What is needed —
Whatever appears in the entries must be given again exactly.
── Records provided
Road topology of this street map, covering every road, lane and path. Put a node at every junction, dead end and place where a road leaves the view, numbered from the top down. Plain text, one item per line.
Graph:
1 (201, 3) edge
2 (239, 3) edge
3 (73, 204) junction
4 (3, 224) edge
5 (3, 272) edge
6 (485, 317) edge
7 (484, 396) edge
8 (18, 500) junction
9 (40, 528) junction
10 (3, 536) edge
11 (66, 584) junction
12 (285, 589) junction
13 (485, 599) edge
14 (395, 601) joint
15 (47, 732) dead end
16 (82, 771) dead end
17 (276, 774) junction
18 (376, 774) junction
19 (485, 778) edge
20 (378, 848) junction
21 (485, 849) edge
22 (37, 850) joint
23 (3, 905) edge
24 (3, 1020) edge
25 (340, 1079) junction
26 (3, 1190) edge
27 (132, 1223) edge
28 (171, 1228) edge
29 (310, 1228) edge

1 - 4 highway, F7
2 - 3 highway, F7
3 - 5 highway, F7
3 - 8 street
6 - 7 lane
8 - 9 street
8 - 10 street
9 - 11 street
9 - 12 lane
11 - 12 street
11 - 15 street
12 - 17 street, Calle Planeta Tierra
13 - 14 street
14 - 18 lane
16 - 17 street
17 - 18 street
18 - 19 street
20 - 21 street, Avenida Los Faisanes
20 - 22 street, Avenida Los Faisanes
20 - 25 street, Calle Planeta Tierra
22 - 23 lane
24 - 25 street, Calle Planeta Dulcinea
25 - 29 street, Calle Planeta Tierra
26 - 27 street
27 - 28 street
────
Problem solution —
Road topology of this street map, covering every road, lane and path. Put a node at every junction, dead end and place where a road leaves the view, numbered from the top down. Plain text, one item per line.
Graph:
1 (201, 3) edge
2 (239, 3) edge
3 (73, 204) junction
4 (3, 224) edge
5 (3, 272) edge
6 (485, 317) edge
7 (484, 396) edge
8 (18, 500) junction
9 (40, 528) junction
10 (3, 536) edge
11 (66, 584) junction
12 (285, 589) junction
13 (485, 599) edge
14 (395, 601) joint
15 (47, 732) dead end
16 (82, 771) dead end
17 (276, 774) junction
18 (376, 774) junction
19 (485, 778) edge
20 (378, 848) junction
21 (485, 849) edge
22 (37, 850) joint
23 (3, 905) edge
24 (3, 1020) edge
25 (340, 1079) junction
26 (3, 1190) edge
27 (132, 1223) edge
28 (171, 1228) edge
29 (310, 1228) edge

1 - 4 highway, F7
2 - 3 highway, F7
3 - 5 highway, F7
3 - 8 street
6 - 7 lane
8 - 9 street
8 - 10 street
9 - 11 street
9 - 12 lane
11 - 12 street
11 - 15 street
12 - 17 street, Calle Planeta Tierra
13 - 14 street
14 - 18 lane
16 - 17 street
17 - 18 street
18 - 19 street
20 - 21 street, Avenida Los Faisanes
20 - 22 street, Avenida Los Faisanes
20 - 25 street, Calle Planeta Tierra
22 - 23 lane
24 - 25 street, Calle Planeta Dulcinea
25 - 29 street, Calle Planeta Tierra
26 - 27 street
27 - 28 street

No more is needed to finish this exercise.